> DESCRIPTION OF THE TASK: Pull every "Vardar" line out of the data below.

(Dataset entries)
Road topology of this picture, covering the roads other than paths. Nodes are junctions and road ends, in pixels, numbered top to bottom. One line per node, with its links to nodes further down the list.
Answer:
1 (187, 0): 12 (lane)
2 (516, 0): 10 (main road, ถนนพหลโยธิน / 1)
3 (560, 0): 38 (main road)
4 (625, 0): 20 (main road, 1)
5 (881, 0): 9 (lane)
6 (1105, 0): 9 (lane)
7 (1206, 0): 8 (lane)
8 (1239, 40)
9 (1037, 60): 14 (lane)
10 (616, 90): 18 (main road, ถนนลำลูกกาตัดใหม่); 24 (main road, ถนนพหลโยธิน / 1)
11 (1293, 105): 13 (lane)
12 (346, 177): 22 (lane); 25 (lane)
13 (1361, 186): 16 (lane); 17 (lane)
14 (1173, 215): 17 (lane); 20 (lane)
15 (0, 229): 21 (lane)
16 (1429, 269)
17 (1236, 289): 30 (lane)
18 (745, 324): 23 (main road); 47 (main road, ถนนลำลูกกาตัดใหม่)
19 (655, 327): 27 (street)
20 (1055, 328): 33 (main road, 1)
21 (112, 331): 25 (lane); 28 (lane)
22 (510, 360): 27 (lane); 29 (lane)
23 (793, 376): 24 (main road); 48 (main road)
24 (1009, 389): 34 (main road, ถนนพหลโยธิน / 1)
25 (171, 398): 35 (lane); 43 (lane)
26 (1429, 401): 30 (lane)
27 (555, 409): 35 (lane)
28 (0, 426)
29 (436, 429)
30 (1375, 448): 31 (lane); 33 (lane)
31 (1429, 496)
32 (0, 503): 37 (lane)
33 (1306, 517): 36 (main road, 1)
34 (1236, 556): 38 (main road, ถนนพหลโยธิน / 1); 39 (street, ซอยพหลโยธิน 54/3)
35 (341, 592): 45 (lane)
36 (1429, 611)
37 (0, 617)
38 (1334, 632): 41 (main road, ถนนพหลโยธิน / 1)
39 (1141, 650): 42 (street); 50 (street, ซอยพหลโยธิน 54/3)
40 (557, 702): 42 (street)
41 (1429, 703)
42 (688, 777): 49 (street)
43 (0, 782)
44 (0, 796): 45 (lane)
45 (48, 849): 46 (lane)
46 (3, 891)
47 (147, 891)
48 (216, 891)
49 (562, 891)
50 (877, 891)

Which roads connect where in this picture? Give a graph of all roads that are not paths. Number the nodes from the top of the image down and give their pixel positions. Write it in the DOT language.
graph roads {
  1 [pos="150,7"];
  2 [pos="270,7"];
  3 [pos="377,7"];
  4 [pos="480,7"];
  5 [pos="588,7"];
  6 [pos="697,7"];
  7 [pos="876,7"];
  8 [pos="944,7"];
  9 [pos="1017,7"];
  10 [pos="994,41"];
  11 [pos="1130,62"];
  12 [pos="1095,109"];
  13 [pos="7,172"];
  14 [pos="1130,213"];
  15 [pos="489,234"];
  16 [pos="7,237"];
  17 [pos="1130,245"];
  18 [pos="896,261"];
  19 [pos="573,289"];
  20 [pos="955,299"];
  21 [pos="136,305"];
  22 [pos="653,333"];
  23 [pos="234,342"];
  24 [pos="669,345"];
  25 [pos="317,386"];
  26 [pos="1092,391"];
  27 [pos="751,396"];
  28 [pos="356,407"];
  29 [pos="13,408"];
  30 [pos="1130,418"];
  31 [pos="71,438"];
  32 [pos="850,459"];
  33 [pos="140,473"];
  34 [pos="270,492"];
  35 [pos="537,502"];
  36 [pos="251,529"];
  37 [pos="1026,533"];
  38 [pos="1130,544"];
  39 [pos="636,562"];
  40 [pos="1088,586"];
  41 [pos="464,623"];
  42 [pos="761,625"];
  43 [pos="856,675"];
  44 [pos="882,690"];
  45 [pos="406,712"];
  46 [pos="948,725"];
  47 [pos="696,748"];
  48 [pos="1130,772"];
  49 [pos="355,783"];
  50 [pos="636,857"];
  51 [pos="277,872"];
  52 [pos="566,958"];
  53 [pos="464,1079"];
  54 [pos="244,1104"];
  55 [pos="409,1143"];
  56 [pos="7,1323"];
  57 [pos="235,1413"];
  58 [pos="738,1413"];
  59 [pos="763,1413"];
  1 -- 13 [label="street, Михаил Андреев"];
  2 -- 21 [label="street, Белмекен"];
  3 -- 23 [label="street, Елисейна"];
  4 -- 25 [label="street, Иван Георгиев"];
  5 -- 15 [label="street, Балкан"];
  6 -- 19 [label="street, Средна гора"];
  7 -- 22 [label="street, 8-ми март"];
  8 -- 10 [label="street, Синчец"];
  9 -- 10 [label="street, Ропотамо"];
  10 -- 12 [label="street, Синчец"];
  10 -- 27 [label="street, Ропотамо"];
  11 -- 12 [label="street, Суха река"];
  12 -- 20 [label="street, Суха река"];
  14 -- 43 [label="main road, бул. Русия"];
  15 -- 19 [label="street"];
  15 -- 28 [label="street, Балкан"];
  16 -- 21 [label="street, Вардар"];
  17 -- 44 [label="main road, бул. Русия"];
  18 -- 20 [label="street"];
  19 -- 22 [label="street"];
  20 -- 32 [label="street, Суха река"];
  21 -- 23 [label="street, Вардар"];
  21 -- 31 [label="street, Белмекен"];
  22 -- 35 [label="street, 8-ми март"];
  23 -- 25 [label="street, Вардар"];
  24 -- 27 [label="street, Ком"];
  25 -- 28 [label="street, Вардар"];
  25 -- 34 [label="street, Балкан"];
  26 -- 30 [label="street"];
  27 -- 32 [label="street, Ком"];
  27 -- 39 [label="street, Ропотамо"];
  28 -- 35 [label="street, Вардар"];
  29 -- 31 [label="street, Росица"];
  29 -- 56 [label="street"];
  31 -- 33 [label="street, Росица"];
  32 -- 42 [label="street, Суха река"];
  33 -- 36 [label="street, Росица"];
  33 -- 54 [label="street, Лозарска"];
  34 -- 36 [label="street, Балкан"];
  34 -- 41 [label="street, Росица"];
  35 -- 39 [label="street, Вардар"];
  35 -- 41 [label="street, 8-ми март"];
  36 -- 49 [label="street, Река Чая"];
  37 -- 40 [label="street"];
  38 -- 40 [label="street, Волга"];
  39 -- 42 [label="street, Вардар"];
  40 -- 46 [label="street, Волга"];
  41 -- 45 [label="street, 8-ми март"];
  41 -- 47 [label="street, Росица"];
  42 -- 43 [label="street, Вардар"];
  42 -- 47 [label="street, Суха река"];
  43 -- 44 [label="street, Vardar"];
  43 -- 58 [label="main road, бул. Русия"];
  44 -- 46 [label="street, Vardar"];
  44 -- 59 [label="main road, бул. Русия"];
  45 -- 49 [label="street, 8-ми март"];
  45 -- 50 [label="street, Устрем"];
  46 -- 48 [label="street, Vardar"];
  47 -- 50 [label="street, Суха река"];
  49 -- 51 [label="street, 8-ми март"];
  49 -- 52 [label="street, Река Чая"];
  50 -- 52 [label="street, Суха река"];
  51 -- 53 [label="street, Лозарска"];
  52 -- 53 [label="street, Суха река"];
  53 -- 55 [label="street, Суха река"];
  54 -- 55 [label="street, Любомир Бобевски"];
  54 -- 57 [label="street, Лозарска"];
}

> REPLY:
  43 -- 44 [label="street, Vardar"];
  44 -- 46 [label="street, Vardar"];
  46 -- 48 [label="street, Vardar"];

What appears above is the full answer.